AuthorBresler, Robert J.

At the beginning of his presidency, Bill Clinton seemed unclear whether he would pursue the politics of change or of the center. His decision to appoint former Reagan adviser David Gergen as a senior White House aide was meant to signal Clinton's turn toward the center. If this is to be more than a cosmetic makeover, the President must understand that he can not pursue change politics and centrist politics simultaneously. Presidents who have tried it have stumbled over their feet. The former requires building a coherent political coalition, possessing a working majority in Congress, and having a clear, compact, and understandable political agenda. Only three modern chief executives have possessed such mastery and then only during a part of their presidencies: Franklin Roosevelt during the New Deal period 1933-38, Lyndon Johnson at the outset of his administration during 1963-65, and Ronald Reagan in 1981-82. These politics are exceedingly difficult as Congress balks, coalitions fragment, international crises intercede, and agendas are exhausted.
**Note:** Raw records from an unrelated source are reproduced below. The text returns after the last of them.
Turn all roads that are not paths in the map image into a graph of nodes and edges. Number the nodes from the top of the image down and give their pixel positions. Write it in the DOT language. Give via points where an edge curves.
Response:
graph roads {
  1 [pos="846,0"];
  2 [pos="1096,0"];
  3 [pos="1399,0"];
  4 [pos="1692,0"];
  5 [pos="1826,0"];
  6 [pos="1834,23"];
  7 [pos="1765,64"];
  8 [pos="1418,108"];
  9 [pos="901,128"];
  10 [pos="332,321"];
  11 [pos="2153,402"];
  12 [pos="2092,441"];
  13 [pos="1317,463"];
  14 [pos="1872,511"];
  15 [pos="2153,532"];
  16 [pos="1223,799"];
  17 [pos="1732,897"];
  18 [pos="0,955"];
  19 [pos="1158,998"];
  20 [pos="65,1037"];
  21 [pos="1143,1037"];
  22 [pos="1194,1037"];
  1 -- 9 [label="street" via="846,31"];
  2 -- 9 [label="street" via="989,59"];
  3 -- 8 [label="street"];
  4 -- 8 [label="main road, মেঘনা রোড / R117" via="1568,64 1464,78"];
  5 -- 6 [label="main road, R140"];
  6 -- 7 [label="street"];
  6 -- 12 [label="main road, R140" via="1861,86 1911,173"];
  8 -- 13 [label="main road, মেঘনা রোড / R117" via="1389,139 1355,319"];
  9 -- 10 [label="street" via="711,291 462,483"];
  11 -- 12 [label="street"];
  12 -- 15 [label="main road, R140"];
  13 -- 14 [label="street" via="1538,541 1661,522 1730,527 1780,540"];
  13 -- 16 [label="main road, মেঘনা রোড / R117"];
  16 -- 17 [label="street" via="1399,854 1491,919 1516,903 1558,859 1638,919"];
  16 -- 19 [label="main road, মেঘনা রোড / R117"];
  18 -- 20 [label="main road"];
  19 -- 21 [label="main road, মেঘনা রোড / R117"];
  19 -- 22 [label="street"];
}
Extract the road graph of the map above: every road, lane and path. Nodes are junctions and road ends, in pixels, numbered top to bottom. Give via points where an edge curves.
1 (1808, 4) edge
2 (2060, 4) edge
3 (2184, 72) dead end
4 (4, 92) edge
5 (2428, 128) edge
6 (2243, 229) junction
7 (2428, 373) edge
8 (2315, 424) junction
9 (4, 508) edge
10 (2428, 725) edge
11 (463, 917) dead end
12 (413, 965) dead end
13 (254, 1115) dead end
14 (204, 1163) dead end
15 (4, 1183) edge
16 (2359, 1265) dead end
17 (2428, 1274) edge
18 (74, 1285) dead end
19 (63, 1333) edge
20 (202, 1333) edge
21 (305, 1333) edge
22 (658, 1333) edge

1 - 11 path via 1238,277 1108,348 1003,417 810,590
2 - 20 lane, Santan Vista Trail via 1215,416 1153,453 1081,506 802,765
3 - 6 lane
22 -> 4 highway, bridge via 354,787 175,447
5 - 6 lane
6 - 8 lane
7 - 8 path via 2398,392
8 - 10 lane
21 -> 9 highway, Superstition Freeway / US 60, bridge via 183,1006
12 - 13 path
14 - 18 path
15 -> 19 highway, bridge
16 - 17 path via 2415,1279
If Clinton intends to be a reformer in the mold of FDR, he must have a clear agenda that has a chance of success. Or, to put it another way, he must be able to craft another act for American liberalism. The first was Theodore Roosevelt's New Nationalism and Woodrow Wilson's New Freedom and the development of the regulatory state; the second, Franklin Roosevelt's New Deal and the creation of the welfare state; and the third was LBJ's Great Society and the introduction of the entitlement state. Jimmy Carter struggled with this problem and basically advanced a laundry list of ideas that had no coherence and no durable constituency.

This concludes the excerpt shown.